By Michael Ko, Emma Chen, Pranav Rajpurkar, Ashwin Agrawal, Anand Avati, Andrew Ng, Sanjay Basu, Nigam Shah

Posted 29 Jul 2020
medRxiv DOI: 10.1101/2020.07.26.20156943

Importance: Machine learning (ML) models for allocating readmission-mitigating interventions are typically selected according to their discriminative ability, which may not necessarily translate into utility in allocation of resources. Objective: To determine whether ML models for allocating readmission-mitigating interventions are ranked differently based on their overall utility and their discriminative ability.
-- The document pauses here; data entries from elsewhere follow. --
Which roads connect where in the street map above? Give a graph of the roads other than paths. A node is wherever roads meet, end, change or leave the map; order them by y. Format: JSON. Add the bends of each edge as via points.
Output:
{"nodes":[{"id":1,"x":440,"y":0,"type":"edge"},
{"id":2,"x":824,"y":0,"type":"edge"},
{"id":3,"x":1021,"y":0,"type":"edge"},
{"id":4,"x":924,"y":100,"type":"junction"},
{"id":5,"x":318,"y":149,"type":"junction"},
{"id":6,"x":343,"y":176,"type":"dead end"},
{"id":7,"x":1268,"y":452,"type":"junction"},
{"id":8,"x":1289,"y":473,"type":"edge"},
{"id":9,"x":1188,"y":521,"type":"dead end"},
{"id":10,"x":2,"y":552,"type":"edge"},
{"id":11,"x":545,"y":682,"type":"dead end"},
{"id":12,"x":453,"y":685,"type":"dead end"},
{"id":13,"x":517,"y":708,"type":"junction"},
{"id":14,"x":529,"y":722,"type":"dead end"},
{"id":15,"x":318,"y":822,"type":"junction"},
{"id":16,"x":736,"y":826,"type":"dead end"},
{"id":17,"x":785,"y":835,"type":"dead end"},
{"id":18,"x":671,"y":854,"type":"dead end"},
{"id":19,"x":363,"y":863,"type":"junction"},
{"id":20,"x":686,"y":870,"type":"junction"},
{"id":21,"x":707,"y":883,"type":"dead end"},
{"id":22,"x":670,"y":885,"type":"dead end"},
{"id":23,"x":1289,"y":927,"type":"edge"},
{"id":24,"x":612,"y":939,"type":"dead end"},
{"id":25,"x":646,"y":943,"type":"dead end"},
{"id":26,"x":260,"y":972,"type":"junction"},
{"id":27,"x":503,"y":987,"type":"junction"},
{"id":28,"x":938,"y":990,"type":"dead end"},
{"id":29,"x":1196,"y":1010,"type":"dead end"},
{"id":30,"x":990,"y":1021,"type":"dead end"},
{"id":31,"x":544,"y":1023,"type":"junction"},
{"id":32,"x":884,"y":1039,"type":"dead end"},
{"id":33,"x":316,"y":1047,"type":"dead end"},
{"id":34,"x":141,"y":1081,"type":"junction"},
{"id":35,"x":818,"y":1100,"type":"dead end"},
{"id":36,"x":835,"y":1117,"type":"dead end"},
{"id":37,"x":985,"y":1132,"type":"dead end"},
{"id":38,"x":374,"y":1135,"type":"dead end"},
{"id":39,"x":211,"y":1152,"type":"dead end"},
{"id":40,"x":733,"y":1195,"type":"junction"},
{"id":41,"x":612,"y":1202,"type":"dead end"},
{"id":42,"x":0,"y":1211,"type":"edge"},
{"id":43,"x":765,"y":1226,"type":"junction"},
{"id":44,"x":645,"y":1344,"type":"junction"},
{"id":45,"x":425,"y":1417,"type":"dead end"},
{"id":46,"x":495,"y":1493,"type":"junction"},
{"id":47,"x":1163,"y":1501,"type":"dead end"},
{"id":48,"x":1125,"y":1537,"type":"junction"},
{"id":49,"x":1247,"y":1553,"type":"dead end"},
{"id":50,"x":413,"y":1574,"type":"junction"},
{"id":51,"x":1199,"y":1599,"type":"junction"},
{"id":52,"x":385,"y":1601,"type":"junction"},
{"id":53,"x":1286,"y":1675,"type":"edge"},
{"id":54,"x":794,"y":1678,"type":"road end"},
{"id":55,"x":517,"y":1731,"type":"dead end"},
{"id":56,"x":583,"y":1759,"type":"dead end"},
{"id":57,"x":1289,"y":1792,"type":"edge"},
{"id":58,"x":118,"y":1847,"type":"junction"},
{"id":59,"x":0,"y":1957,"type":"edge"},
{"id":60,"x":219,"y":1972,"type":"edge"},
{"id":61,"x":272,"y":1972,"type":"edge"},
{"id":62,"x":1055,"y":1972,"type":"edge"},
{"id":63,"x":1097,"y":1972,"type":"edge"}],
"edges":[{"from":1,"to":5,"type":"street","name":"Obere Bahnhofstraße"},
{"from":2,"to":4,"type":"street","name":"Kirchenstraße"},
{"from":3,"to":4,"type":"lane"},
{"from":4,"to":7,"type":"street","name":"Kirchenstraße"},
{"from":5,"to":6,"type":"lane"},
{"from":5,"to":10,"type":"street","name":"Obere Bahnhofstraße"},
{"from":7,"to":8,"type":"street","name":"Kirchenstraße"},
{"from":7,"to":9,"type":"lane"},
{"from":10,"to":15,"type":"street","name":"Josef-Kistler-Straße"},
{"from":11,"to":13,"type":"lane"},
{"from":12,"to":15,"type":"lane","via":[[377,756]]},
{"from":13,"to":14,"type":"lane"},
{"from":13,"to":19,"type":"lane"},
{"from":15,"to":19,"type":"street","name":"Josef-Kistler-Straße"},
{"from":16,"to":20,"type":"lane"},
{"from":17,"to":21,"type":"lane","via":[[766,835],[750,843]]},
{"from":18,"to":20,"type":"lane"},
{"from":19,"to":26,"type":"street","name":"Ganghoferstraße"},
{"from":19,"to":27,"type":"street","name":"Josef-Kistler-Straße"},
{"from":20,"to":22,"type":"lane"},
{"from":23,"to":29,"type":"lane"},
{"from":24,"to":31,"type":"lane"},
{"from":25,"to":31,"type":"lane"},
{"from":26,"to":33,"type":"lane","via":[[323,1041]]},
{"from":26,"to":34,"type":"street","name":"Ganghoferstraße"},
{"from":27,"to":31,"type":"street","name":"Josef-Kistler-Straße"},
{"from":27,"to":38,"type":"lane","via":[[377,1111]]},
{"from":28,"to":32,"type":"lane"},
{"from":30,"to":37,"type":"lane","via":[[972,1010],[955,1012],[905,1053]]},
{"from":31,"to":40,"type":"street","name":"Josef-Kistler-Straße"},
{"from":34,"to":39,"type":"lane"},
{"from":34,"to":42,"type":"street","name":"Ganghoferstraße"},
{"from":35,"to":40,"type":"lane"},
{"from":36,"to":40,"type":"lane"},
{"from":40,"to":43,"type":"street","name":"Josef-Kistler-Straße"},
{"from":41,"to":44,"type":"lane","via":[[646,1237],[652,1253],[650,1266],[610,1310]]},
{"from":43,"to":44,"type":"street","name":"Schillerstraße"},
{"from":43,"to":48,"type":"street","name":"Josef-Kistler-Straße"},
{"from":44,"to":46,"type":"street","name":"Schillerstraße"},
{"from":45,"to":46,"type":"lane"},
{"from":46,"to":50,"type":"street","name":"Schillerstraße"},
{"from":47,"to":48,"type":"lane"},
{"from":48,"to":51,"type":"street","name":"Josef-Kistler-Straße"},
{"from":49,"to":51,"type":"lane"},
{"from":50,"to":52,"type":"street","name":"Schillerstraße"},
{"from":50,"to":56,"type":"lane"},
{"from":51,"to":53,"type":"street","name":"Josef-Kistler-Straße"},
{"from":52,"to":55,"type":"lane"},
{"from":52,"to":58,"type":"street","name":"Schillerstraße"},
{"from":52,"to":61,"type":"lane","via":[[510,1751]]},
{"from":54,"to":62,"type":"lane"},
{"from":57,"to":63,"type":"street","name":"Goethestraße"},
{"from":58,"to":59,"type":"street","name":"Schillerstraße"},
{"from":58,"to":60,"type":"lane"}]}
Design: A retrospective analysis of ML models using claims data acquired from the Optum Clinformatics Data Mart. Setting: Health plan claims from all 50 states for commercially-insured individuals. Participants: 513,495 patients who were admitted as inpatients over the period January 2016 through January 2017. Main Outcomes and Measures: Maximum utility achieved by three machine learning models for allocating readmission-mitigating interventions, determined using cost accrued in the 90 days post-discharge of an index admission and estimated counterfactual cost. Data were analyzed between April 2019 and March 2020. Results: The study sample consisted of 513,495 patients (mean [SD] age 69 [19] years; 294,895 [57%] Female) mean 90 day cost of $11,552 for the study period. Allocating readmission-mitigating interventions based on a LightGBM model trained to predict readmissions achieved a maximum utility of $-12,645 per patient, and an AUC of 0.74 (95% CI 0.74, 0.75); allocating interventions based on a model trained to predict cost as a proxy achieved a higher maximum utility of $-12,472 per patient, and an AUC of 0.63 (95% CI 0.62, 0.63). A hybrid model combining both intervention strategies achieved a maximum utility of $-12,472, and an AUC of 0.71 (95% CI 0.71, 0.71), comparable with the best models on either metric. Conclusion and Relevance: We demonstrate that machine learning models may be ranked differently based on overall utility and discriminative ability. Machine learning models for allocation of limited health resources should consider directly optimizing for utility.